Search code examples
pythonhdf5h5py

Search a HDF5 File for a specific Group- or Dataset-Name, to get its Path


I have a HDF5 file with several Datasets in Groups and sub-Groups. I want to get the Path to a specific Group or Dataset by its name.

A good way to do it is shown in the HDF5 Documentation: https://docs.h5py.org/en/stable/high/group.html

with h5py.File('File.hdf5','r') as hf:    
    def find_Name (hf):
        if 'Name' in hf:
            return hf
    
    hf.visit(find_Name)
    
>>>'Group/subGroup/Name'

The Problem with the solution is, that I can not change the "Name" of the Dataset/Group with each call of hf.visit(find_Name)

How can I define a new String, the function is searching for, with every call?

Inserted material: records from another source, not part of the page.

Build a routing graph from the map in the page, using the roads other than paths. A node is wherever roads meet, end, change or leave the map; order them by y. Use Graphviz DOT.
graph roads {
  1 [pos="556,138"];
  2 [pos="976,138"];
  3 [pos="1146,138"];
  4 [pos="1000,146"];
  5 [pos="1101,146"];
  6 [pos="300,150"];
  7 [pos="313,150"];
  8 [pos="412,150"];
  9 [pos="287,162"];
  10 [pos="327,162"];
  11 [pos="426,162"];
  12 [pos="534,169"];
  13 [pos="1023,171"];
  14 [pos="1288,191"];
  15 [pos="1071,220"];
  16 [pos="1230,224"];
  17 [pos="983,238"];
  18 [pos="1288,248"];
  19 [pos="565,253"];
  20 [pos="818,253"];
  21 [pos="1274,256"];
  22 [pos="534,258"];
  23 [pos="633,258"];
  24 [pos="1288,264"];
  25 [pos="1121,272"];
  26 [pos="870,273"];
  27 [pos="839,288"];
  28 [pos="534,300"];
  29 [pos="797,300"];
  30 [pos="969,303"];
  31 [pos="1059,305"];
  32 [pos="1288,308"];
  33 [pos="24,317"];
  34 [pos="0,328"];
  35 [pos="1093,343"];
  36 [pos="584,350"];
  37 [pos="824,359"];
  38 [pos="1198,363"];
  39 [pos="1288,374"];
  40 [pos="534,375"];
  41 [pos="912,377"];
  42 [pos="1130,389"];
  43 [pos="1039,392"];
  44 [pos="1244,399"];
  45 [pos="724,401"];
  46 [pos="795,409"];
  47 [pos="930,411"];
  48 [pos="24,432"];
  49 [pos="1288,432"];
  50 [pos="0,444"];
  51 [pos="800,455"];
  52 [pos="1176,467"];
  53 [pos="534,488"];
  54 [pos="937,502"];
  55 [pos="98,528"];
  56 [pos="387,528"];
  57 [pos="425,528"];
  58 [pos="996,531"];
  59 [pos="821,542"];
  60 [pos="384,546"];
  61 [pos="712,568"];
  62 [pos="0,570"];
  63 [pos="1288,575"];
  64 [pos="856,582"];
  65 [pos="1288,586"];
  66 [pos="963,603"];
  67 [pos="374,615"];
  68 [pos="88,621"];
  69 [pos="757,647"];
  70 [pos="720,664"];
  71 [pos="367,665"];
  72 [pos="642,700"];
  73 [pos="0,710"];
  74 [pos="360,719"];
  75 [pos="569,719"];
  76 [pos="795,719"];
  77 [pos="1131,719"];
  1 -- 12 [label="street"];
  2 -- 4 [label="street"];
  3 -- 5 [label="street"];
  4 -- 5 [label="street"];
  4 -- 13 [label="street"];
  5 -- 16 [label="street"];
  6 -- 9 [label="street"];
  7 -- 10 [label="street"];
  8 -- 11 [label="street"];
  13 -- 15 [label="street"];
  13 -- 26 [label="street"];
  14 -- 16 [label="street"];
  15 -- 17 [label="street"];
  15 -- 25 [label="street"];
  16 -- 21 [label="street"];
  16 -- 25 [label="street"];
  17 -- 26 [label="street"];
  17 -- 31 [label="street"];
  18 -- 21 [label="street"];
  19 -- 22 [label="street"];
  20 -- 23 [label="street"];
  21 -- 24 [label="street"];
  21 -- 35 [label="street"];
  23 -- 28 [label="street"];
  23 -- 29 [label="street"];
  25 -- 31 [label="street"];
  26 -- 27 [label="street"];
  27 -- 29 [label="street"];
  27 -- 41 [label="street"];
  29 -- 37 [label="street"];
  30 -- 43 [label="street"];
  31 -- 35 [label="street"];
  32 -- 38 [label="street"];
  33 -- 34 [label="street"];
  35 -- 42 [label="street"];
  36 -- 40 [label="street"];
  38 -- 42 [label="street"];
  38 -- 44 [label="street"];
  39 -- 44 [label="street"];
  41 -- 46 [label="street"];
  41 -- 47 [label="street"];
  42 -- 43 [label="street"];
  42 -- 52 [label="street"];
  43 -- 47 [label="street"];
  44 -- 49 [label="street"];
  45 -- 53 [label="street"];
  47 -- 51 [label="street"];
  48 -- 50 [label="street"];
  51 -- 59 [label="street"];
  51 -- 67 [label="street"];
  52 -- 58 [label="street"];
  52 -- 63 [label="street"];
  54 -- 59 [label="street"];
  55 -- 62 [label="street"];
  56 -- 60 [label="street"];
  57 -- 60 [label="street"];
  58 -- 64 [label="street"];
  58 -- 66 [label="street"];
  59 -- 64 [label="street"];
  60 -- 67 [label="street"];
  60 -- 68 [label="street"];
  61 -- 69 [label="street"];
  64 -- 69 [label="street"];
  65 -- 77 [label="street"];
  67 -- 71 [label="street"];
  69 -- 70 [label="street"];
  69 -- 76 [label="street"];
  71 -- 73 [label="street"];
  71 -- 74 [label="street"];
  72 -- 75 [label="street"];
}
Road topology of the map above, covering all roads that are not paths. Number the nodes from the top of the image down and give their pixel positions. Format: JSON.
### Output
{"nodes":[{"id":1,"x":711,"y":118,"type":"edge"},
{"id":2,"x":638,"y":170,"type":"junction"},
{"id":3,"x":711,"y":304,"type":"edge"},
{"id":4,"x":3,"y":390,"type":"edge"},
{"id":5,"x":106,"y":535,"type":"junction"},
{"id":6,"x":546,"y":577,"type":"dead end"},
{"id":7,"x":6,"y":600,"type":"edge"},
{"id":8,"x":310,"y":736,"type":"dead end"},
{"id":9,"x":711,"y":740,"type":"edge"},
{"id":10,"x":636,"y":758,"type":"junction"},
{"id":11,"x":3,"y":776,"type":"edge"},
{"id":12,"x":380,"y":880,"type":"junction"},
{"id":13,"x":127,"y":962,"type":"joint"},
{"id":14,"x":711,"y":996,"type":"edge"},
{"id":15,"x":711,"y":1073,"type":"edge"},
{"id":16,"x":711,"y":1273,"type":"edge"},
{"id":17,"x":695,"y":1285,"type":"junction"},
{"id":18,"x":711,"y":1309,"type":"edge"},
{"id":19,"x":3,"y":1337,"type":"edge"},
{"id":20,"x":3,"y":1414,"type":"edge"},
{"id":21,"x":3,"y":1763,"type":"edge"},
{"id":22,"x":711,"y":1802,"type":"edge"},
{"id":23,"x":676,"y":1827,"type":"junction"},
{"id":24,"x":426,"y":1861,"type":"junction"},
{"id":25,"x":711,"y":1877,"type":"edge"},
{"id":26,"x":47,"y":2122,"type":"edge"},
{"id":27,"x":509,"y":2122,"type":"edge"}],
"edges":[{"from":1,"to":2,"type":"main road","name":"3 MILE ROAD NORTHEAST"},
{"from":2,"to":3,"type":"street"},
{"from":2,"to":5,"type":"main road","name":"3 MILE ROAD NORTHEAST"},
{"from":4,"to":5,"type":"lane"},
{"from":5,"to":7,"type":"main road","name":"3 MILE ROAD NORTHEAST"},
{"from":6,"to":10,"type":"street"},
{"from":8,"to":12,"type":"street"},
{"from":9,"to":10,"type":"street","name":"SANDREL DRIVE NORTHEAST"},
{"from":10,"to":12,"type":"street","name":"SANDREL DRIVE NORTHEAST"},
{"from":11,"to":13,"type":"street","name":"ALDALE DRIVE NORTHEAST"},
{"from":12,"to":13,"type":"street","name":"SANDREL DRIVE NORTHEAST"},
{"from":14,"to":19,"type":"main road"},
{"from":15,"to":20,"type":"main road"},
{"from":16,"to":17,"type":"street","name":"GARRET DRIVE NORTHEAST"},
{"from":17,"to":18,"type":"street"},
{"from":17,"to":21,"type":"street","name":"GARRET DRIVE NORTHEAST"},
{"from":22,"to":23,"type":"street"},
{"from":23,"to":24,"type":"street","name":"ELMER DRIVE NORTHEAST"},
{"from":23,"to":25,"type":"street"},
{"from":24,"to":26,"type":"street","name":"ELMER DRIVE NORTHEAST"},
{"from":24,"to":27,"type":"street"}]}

The following did not work:

with h5py.File('File.hdf5','r') as hf: 
    def find_Name (hf,Name):
        if Name in hf:
            return hf
    
    Name = 'NameOfDataset'
    hf.visit(find_Name(hf,Name))

Thank you for your support!


Solution

  • Your second attempt fails because the h5py visitor functions (.visit() and .visititems() ) don't support additional keywords. (In other words, you can't add Name to the function's argument list.) However, creating a function to mimic their recursive behavior isn't complicated -- you just need to recursively call the same function to descend into any groups you find. (PyTables has functions that support this...but I will save that for a different answer if you are interested.) Take a look at this code:

    with h5py.File('File.hdf5','r') as hf: 
        
        def check_Name(Name,grp,prefix=''):
            for obj_name, obj in grp.items():
                path = f'{prefix}/{obj_name}'
                if Name == obj_name:
                    return path
                elif isinstance(obj, h5py.Group): # test for group (go down)
                    gpath = check_Name(Name, obj, path)
                    if gpath:
                        return gpath
    
        Name = 'Name'
        path = check_Name(Name,hf)
        if path:
            print(f'{Name} Found: {path}')
        else:    
            print(f'{Name} not Found')
           
        Name = 'NameOfDataset'
        path = check_Name(Name,hf)
        if path:
            print(f'{Name} Found: {path}')
        else:    
            print(f'{Name} not Found')
    

    Output for your schema is:

    Name Found: /Group/subGroup/Name
    NameOfDataset not Found
    

    Note: This only returns the first occurrence of the input Name. You will need to convert to a generator function if you need to find multiple occurrences. (FYI, using .visit() has the same limitation -- it exits on the return.)